Die Zahl wohnungsloser Minderjähriger in Deutschland hat sich dramatisch erhöht und nahezu verdreifacht: Von rund 47.000 im Januar 2022 stieg sie bis Januar 2025 auf über 137.000. Diese alarmierenden Zahlen, die aus einer Antwort des Bundesbauministeriums auf eine Anfrage der Linken hervorgehen, zeigen eine erschreckende Entwicklung. Auch die Zahl der jungen Erwachsenen zwischen 18 und 25 Jahren ohne festes Zuhause erreichte einen neuen Höchstwert von etwa 55.700 im Januar 2025, gegenüber knapp 18.800 drei Jahre zuvor. Diese Statistik beleuchtet einen wachsenden Bedarf an gezielten Hilfsmaßnahmen für die jüngsten Generationen in Deutschland.
Als Hauptgründe für diesen Anstieg nannte die Bundesregierung unter anderem die Erfassung geflüchteter Menschen aus der Ukraine seit 2023 sowie eine verbesserte Datenmeldung durch die beteiligten Stellen. Trotz dieser Erklärungen bleibt die reale Notlage bestehen. Regional sind besonders Nordrhein-Westfalen mit rund 31.700, Baden-Württemberg mit 29.500 und Berlin mit 15.700 wohnungslosen Minderjährigen im letzten Jahr betroffen. Diese regionalen Schwerpunkte erfordern differenzierte Strategien und eine verstärkte Unterstützung in den betroffenen Kommunen, um die Krise effektiv zu bewältigen.

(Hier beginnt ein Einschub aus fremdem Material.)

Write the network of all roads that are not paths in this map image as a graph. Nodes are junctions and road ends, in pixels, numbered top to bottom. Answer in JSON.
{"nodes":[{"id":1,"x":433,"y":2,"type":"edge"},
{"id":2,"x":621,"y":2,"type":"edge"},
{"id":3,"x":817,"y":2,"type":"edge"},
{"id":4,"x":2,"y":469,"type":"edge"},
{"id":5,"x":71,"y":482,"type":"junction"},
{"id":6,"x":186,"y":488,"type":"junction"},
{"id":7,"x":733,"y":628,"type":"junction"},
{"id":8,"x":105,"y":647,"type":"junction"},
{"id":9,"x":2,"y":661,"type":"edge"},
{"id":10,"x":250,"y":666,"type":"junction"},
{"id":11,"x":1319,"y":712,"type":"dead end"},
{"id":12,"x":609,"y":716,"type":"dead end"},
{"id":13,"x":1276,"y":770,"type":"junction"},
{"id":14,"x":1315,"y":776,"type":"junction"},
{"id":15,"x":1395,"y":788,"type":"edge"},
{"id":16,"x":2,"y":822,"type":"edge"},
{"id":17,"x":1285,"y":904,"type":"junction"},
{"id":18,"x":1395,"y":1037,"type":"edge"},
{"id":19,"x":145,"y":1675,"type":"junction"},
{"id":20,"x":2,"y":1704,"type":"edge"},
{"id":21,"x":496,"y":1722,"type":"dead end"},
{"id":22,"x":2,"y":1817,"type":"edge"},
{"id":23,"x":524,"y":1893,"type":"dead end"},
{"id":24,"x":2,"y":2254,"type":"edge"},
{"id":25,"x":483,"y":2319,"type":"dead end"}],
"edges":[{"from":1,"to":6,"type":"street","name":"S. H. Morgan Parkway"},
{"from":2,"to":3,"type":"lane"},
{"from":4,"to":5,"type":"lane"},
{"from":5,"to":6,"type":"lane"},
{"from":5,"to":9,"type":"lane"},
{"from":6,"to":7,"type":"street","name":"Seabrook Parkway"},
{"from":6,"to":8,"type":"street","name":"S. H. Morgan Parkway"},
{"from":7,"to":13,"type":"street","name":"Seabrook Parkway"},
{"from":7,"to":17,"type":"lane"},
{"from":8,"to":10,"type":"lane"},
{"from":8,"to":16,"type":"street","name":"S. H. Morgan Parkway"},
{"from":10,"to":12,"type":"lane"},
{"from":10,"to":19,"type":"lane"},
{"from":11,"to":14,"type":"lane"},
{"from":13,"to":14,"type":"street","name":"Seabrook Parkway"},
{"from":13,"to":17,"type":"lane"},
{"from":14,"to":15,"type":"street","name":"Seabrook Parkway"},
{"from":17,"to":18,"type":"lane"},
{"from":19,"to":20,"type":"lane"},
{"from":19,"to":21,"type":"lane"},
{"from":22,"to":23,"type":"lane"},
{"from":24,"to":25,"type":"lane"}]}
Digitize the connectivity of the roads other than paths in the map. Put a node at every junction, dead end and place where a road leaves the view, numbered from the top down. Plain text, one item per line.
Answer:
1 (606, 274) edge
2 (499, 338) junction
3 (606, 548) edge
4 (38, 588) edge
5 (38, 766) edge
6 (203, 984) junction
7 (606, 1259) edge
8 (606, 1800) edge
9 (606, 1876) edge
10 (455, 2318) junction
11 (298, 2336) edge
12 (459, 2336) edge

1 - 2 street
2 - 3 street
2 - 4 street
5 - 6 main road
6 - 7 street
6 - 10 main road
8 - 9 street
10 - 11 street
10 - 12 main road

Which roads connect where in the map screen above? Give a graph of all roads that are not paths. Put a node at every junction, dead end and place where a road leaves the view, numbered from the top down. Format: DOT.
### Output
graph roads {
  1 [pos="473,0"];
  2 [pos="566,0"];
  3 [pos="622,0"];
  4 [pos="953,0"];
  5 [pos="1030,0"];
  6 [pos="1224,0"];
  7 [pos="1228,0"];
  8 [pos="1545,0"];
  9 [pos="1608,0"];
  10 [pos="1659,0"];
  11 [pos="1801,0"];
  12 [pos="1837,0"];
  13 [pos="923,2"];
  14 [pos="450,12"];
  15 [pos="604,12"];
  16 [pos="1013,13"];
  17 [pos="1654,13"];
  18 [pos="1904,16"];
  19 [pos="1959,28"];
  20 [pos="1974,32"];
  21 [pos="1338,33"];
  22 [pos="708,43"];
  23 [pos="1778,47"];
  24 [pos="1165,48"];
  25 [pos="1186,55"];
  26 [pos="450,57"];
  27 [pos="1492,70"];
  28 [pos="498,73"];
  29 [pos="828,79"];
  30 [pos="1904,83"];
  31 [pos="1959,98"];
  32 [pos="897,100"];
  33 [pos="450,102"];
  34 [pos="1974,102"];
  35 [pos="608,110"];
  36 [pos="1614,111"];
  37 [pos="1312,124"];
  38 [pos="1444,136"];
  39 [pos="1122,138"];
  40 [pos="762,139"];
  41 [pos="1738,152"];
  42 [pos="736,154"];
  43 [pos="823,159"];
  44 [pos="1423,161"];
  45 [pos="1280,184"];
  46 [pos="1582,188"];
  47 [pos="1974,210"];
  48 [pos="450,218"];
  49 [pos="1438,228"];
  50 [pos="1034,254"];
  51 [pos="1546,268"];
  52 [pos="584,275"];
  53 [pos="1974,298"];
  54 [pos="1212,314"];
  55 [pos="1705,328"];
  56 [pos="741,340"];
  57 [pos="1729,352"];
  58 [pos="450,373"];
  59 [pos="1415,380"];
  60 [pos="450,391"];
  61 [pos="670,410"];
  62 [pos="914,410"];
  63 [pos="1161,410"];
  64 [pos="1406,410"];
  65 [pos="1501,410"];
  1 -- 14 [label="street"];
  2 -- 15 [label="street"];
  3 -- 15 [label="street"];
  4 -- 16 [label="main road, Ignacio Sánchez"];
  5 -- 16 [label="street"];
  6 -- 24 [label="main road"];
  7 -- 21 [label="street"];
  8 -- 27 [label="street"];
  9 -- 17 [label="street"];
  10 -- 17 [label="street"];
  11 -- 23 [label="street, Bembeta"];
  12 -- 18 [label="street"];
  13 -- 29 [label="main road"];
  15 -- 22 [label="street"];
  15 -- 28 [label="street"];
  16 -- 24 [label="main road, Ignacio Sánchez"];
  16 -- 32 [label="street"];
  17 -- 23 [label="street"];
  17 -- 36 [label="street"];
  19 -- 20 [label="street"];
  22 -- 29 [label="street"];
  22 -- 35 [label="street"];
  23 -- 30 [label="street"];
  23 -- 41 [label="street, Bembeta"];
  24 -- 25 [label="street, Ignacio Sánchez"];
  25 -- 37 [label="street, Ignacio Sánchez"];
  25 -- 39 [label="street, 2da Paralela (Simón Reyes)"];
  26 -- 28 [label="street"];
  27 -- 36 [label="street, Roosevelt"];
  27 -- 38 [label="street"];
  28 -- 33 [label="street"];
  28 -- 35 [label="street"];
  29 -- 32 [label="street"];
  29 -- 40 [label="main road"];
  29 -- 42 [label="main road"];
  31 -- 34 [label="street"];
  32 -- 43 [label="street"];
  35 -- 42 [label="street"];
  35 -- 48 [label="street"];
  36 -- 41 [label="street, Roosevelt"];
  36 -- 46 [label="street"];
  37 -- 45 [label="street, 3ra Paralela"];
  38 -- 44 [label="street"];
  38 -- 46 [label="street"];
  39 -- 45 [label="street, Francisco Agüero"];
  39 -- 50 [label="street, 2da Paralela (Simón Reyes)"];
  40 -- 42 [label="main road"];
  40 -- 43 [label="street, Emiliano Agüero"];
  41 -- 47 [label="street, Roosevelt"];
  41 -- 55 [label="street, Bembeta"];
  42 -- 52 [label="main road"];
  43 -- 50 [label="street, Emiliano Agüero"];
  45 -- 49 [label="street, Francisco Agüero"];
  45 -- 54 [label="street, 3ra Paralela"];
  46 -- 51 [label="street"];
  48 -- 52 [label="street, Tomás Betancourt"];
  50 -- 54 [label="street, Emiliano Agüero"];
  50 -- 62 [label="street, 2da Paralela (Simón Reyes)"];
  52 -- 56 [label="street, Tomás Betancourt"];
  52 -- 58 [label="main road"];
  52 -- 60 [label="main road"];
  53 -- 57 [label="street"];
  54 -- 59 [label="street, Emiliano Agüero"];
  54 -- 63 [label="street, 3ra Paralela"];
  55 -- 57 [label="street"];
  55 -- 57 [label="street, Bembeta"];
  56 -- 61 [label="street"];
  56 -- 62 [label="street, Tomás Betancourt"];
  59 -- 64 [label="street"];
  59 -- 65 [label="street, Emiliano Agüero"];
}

Eine weitere besorgniserregende Entwicklung ist die verlängerte Aufenthaltsdauer von wohnungslosen Jugendlichen in Notunterkünften. Im Jahr 2025 verbrachten Teenager zwischen 14 und 18 Jahren durchschnittlich fast 150 Wochen in solchen Einrichtungen, um Obdachlosigkeit abzuwenden oder zu beenden – ein deutlicher Anstieg gegenüber 117 Wochen im Jahr 2023. Sahra Mirow, sozialpolitische Sprecherin der Linken, bezeichnete dies als „beispielloses sozialpolitisches Versagen“ der Bundesregierung. Sie kritisierte scharf, dass der Staat jungen Menschen, die einen Großteil ihrer Jugend in oft für Erwachsene ausgelegten Unterkünften verbringen müssen, gleiche Entwicklungschancen auf fatale Weise verwehrt.
Insgesamt beläuft sich die Zahl der wohnungslosen Menschen in Deutschland auf über eine halbe Million. Laut dem aktuellen Wohnungslosenbericht der Bundesregierung hatten Anfang 2024 rund 531.600 Menschen kein eigenes festes Zuhause, wenn man Doppelerfassungen berücksichtigt. Davon waren etwa 439.500 in der Wohnungsnotfallhilfe untergebracht, 60.400 fanden Unterschlupf bei Angehörigen oder Freunden und rund 47.300 lebten auf der Straße oder in Behelfsunterkünften. Diese umfassenden Zahlen unterstreichen die Dringlichkeit und das Ausmaß der Wohnungsnotkrise im gesamten Bundesgebiet.